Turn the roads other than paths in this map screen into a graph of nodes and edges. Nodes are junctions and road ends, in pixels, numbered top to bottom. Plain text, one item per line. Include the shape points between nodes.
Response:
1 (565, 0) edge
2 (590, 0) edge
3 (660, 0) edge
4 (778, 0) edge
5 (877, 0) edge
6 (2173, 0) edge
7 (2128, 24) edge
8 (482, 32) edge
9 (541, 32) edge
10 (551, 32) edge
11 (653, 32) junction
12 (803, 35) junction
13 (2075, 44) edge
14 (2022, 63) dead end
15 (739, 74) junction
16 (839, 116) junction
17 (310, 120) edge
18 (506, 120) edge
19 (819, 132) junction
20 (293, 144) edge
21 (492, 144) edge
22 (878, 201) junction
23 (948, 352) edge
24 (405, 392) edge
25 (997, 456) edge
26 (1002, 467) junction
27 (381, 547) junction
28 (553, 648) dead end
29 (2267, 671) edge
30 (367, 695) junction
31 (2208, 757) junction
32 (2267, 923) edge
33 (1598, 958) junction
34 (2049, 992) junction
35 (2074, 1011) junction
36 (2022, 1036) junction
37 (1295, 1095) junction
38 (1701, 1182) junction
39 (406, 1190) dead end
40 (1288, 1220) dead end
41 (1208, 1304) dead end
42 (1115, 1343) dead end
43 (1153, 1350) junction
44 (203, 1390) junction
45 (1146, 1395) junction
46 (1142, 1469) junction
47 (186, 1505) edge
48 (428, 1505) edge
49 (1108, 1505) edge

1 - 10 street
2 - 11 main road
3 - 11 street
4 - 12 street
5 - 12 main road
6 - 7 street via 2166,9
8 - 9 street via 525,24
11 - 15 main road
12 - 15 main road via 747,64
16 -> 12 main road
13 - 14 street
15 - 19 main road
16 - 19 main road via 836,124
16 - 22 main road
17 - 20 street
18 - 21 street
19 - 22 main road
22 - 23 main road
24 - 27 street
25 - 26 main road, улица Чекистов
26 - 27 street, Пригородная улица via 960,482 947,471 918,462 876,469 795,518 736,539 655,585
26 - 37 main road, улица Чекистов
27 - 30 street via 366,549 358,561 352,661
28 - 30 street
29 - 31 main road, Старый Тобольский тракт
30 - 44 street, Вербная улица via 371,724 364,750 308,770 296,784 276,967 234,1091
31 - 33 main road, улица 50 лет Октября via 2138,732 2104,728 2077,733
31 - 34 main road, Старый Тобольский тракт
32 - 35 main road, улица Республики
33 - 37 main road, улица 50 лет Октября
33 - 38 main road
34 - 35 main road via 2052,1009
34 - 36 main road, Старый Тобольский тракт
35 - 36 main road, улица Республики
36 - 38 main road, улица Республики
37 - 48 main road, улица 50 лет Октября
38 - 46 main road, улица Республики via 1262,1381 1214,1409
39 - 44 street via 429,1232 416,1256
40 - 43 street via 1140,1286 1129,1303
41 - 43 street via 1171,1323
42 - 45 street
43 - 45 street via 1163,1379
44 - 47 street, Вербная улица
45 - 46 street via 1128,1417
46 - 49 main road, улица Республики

-------------------------

TASK TO COMPLETE: Would you restate each line of the material above word for word?

ANSWER TO THIS EXERCISE:
Turn the roads other than paths in this map screen into a graph of nodes and edges. Nodes are junctions and road ends, in pixels, numbered top to bottom. Plain text, one item per line. Include the shape points between nodes.
Response:
1 (565, 0) edge
2 (590, 0) edge
3 (660, 0) edge
4 (778, 0) edge
5 (877, 0) edge
6 (2173, 0) edge
7 (2128, 24) edge
8 (482, 32) edge
9 (541, 32) edge
10 (551, 32) edge
11 (653, 32) junction
12 (803, 35) junction
13 (2075, 44) edge
14 (2022, 63) dead end
15 (739, 74) junction
16 (839, 116) junction
17 (310, 120) edge
18 (506, 120) edge
19 (819, 132) junction
20 (293, 144) edge
21 (492, 144) edge
22 (878, 201) junction
23 (948, 352) edge
24 (405, 392) edge
25 (997, 456) edge
26 (1002, 467) junction
27 (381, 547) junction
28 (553, 648) dead end
29 (2267, 671) edge
30 (367, 695) junction
31 (2208, 757) junction
32 (2267, 923) edge
33 (1598, 958) junction
34 (2049, 992) junction
35 (2074, 1011) junction
36 (2022, 1036) junction
37 (1295, 1095) junction
38 (1701, 1182) junction
39 (406, 1190) dead end
40 (1288, 1220) dead end
41 (1208, 1304) dead end
42 (1115, 1343) dead end
43 (1153, 1350) junction
44 (203, 1390) junction
45 (1146, 1395) junction
46 (1142, 1469) junction
47 (186, 1505) edge
48 (428, 1505) edge
49 (1108, 1505) edge

1 - 10 street
2 - 11 main road
3 - 11 street
4 - 12 street
5 - 12 main road
6 - 7 street via 2166,9
8 - 9 street via 525,24
11 - 15 main road
12 - 15 main road via 747,64
16 -> 12 main road
13 - 14 street
15 - 19 main road
16 - 19 main road via 836,124
16 - 22 main road
17 - 20 street
18 - 21 street
19 - 22 main road
22 - 23 main road
24 - 27 street
25 - 26 main road, улица Чекистов
26 - 27 street, Пригородная улица via 960,482 947,471 918,462 876,469 795,518 736,539 655,585
26 - 37 main road, улица Чекистов
27 - 30 street via 366,549 358,561 352,661
28 - 30 street
29 - 31 main road, Старый Тобольский тракт
30 - 44 street, Вербная улица via 371,724 364,750 308,770 296,784 276,967 234,1091
31 - 33 main road, улица 50 лет Октября via 2138,732 2104,728 2077,733
31 - 34 main road, Старый Тобольский тракт
32 - 35 main road, улица Республики
33 - 37 main road, улица 50 лет Октября
33 - 38 main road
34 - 35 main road via 2052,1009
34 - 36 main road, Старый Тобольский тракт
35 - 36 main road, улица Республики
36 - 38 main road, улица Республики
37 - 48 main road, улица 50 лет Октября
38 - 46 main road, улица Республики via 1262,1381 1214,1409
39 - 44 street via 429,1232 416,1256
40 - 43 street via 1140,1286 1129,1303
41 - 43 street via 1171,1323
42 - 45 street
43 - 45 street via 1163,1379
44 - 47 street, Вербная улица
45 - 46 street via 1128,1417
46 - 49 main road, улица Республики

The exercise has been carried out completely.